[Collection entries]
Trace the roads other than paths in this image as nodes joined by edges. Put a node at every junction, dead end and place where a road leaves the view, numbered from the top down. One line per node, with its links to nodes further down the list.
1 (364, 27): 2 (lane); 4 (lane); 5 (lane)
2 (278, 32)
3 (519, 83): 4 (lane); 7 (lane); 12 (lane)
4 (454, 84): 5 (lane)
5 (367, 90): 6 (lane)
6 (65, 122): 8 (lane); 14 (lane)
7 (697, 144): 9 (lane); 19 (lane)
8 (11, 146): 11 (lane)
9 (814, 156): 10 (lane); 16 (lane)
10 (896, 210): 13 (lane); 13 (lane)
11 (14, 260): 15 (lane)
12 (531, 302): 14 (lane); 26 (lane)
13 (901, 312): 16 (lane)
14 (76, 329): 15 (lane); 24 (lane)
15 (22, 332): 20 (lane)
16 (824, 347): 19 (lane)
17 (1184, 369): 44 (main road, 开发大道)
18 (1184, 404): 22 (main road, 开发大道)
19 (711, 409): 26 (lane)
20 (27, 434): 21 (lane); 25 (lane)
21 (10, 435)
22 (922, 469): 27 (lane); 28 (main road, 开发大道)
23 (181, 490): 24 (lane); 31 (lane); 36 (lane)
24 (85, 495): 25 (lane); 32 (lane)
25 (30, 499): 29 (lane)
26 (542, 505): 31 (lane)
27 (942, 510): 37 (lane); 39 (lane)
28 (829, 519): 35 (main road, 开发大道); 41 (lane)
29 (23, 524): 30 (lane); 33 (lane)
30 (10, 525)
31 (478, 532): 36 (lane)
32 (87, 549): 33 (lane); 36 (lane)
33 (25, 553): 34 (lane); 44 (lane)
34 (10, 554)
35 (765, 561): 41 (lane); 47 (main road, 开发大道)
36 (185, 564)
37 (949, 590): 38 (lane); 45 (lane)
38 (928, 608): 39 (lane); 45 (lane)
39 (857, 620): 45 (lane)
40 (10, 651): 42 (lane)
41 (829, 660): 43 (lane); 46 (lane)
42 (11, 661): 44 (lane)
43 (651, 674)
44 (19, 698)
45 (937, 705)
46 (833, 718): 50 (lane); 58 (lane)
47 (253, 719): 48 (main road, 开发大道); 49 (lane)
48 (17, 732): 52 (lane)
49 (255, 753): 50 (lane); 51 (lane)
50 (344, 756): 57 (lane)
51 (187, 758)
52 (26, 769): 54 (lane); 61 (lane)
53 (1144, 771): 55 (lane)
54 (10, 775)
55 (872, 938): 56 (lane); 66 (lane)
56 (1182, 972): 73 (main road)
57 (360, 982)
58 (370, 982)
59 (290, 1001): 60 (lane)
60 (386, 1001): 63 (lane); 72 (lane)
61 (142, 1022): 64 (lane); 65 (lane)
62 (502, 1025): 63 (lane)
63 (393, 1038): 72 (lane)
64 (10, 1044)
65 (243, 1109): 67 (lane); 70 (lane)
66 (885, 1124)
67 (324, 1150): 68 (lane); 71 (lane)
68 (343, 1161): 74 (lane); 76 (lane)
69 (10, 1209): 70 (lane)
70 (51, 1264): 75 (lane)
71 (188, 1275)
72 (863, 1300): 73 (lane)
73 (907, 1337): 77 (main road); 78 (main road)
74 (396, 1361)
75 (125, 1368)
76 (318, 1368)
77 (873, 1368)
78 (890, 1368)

PROMPT >> Please say how many lines in the records above contain the word "开发大道". Give the number alone.

SOLUTION FOR THIS EXERCISE >> 6